(GIVEN ENTRIES Opens)
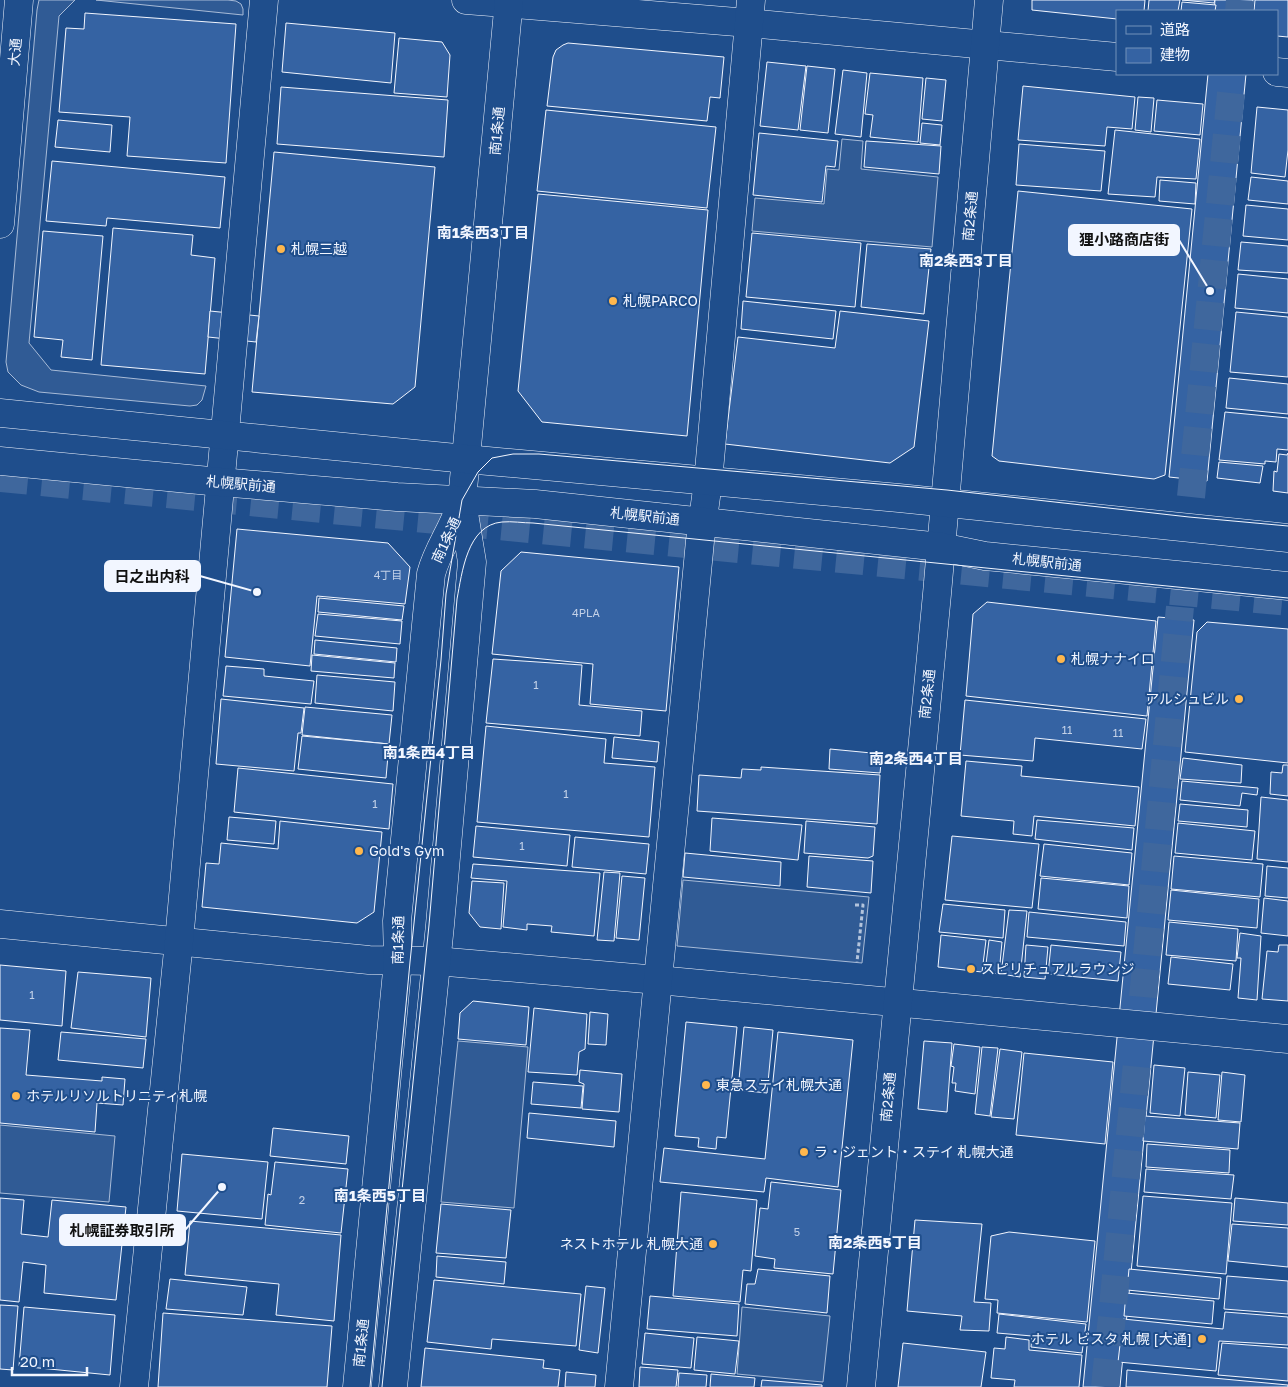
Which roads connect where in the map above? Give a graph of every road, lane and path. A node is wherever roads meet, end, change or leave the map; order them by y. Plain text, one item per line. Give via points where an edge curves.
1 (19, 0) edge
2 (264, 0) edge
3 (466, 0) edge
4 (989, 0) edge
5 (509, 2) edge
6 (750, 12) edge
7 (984, 45) junction
8 (1116, 57) edge
9 (0, 224) edge
10 (0, 412) edge
11 (224, 435) junction
12 (466, 459) junction
13 (0, 461) edge
14 (220, 482) junction
15 (708, 482) junction
16 (462, 500) junction
17 (945, 504) junction
18 (703, 522) junction
19 (1288, 538) edge
20 (941, 547) junction
21 (1288, 586) edge
22 (855, 905) dead end
23 (0, 924) edge
24 (179, 941) junction
25 (398, 961) junction
26 (436, 961) junction
27 (857, 962) dead end
28 (658, 980) junction
29 (897, 1002) junction
30 (1288, 1039) edge
31 (134, 1387) edge
32 (357, 1387) edge
33 (393, 1387) edge
34 (619, 1387) edge
35 (861, 1387) edge

1 - 9 main road, 大通
2 - 11 main road
3 - 5 main road
4 - 7 main road, 南2条通
5 - 6 main road
5 - 12 main road, 南1条通
6 - 7 main road
6 - 15 main road
7 - 8 main road
7 - 17 main road, 南2条通
10 - 11 main road
11 - 12 main road
11 - 14 main road
12 - 15 main road
12 - 16 main road, 南1条通
13 - 14 main road, 札幌駅前通
14 - 16 main road, 札幌駅前通
14 - 24 main road
15 - 17 main road
15 - 18 main road
16 - 18 main road, 札幌駅前通 via 535,504
16 - 25 main road, 南1条通 via 431,574 398,921
16 - 26 main road, 南1条通 via 472,562
17 - 19 main road
17 - 20 main road, 南2条通
18 - 20 main road, 札幌駅前通
18 - 28 main road
20 - 21 main road, 札幌駅前通 via 985,556
20 - 29 main road, 南2条通
22 - 27 path via 863,905
23 - 24 main road
24 - 25 main road
24 - 31 main road
25 - 26 main road
25 - 32 main road, 南1条通
26 - 28 main road
26 - 33 main road, 南1条通
28 - 29 main road
28 - 34 main road
29 - 30 main road
29 - 35 main road, 南2条通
(GIVEN ENTRIES Closes)
● AIM OF THE TASK
Lines above with "札幌駅前通" in them are the ones to copy.

● TASK ANSWER
13 - 14 main road, 札幌駅前通
14 - 16 main road, 札幌駅前通
16 - 18 main road, 札幌駅前通 via 535,504
18 - 20 main road, 札幌駅前通
20 - 21 main road, 札幌駅前通 via 985,556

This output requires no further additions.